Development¶
Setup quickstart¶
Install required software: Docker, docker-compose (1.10+), make, and git.
Linux:
Use your package manager.
OSX:
Install Docker for Mac which will install Docker and docker-compose.
Use homebrew to install make and git:
$ brew install make git
Other:
Install Docker.
Install docker-compose. You need something higher than 1.10, but less than 2.0.0.
Install make.
Install git.
Clone the repository so you have a copy on your host machine.
Instructions for cloning are on the Tecken page in GitHub.
(Optional for Linux users) Set UID and GID for Docker container user.
If you’re on Linux or you want to set the UID/GID of the app user that runs in the Docker containers, run:
$ make .env
Then edit the file and set the
APP_UID
andAPP_GID
variables. These will get used when creating the app user in the base image.If you ever want different values, change them in
.env
and re-runmake build
.Build Docker images for Socorro services.
From the root of this repository, run:
$ make build
That will build the app Docker image required for development.
Initialize Postgres and S3 (localstack).
Run:
$ make setup
This creates the Postgres database and sets up tables, integrity rules, and a bunch of other things.
For S3, this creates the required buckets.
Tecken consists of:
a Symbols Service webapp that covers uploading and downloading symbols
a Symbolication Service webapp (Eliot) that covers symbolication
To run these two services, do:
$ make run
The Symbols Service webapp is at: http://localhost:3000
The Symbolication Service webapp is at: http://localhost:8050
Bugs / Issues¶
All bugs are tracked in Bugzilla.
Write up a new bug:
https://bugzilla.mozilla.org/enter_bug.cgi?product=Tecken&component=General
If you want to do work for which there is no bug, it’s best to write up a bug first. Maybe the ensuing conversation can save you the time and trouble of making changes!
Code workflow¶
Bugs¶
Either write up a bug or find a bug to work on.
Assign the bug to yourself.
Work out any questions about the problem, the approach to fix it, and any additional details by posting comments in the bug.
Pull requests¶
Pull request summary should indicate the bug the pull request addresses. For example:
bug nnnnnnn: removed frob from tree class
Pull request descriptions should cover at least some of the following:
what is the issue the pull request is addressing?
why does this pull request fix the issue?
how should a reviewer review the pull request?
what did you do to test the changes?
any steps-to-reproduce for the reviewer to use to test the changes
After creating a pull request, attach the pull request to the relevant bugs.
We use the rob-bugson Firefox addon. If the pull request has “bug nnnnnnn: …” in the summary, then rob-bugson will see that and create a “Attach this PR to bug …” link.
Then ask someone to review the pull request. If you don’t know who to ask, look at other pull requests to see who’s currently reviewing things.
Code reviews¶
Pull requests should be reviewed before merging.

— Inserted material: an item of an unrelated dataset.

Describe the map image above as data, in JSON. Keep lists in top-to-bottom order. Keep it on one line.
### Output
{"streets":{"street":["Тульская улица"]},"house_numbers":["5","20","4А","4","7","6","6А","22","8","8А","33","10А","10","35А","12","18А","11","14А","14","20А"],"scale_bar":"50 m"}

Style nits should be covered by linting as much as possible.
Code reviews should review the changes in the context of the rest of the system.
Landing code¶
Once the code has been reviewed and all tasks in CI pass, the pull request author should merge the code.
This makes it easier for the author to coordinate landing the changes with other things that need to happen like landing changes in another repository, data migrations, configuration changes, and so on.
We use “Rebase and merge” in GitHub.
Conventions¶
Python code conventions¶
All Python code files should have an MPL v2 header at the top:
# This Source Code Form is subject to the terms of the Mozilla Public
# License, v. 2.0. If a copy of the MPL was not distributed with this
# file, You can obtain one at http://mozilla.org/MPL/2.0/.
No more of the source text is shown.